**AIM OF THE EXERCISE**. The lines to copy are those with "roads" in them. Pull each one from the entries below.

**DATASET CONTENT**.
- - - - - - -
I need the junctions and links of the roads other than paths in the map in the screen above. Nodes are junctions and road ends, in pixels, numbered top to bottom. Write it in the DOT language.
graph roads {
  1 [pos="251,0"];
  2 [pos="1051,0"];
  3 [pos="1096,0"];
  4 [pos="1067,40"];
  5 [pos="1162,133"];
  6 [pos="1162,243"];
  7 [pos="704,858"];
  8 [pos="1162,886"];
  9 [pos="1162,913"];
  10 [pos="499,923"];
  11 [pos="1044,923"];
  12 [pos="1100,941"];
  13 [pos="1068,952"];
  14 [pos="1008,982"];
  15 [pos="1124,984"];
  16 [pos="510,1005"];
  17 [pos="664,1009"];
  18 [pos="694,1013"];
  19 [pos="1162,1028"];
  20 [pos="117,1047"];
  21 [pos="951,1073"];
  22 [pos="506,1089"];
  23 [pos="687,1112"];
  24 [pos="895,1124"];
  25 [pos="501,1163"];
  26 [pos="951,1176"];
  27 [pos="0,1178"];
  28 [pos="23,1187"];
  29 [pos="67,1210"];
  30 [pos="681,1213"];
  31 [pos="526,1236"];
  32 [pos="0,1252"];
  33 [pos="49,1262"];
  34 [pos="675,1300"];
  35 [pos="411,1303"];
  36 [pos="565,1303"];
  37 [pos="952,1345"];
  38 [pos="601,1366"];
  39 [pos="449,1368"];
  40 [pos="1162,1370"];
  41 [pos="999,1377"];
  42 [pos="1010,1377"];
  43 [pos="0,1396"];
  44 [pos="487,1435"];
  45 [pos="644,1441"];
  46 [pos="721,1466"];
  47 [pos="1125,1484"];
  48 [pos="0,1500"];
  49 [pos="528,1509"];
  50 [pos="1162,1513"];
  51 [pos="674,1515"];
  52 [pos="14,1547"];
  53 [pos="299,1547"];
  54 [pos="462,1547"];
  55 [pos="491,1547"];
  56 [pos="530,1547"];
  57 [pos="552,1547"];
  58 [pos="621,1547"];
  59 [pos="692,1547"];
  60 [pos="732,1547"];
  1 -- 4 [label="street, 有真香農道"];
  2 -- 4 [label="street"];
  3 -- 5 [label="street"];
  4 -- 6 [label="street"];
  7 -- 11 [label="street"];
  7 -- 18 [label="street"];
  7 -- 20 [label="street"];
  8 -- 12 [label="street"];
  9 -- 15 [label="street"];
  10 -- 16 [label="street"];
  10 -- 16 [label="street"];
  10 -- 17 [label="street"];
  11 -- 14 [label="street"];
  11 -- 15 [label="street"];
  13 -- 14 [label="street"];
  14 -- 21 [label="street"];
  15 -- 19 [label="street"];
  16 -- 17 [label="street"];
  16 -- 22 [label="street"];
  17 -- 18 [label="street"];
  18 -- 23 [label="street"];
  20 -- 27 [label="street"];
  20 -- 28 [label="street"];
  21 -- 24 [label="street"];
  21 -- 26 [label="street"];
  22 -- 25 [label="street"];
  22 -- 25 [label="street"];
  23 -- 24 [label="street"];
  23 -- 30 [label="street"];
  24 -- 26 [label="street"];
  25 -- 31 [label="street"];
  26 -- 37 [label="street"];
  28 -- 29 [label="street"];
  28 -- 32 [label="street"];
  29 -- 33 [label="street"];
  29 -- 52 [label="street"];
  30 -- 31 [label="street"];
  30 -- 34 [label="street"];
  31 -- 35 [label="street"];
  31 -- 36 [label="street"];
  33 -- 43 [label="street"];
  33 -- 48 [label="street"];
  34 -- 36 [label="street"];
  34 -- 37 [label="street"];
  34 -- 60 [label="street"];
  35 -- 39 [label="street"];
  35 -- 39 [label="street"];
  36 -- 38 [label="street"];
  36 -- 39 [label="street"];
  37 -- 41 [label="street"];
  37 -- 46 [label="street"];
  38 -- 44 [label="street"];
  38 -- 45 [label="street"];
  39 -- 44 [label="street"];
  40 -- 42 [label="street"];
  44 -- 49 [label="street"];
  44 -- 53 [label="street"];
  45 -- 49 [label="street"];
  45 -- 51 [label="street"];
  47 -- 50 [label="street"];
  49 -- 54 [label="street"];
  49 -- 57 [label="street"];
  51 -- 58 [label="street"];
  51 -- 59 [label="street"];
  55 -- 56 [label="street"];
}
- - - - - - -
**ANSWER BOX**.
I need the junctions and links of the roads other than paths in the map in the screen above. Nodes are junctions and road ends, in pixels, numbered top to bottom. Write it in the DOT language.
graph roads {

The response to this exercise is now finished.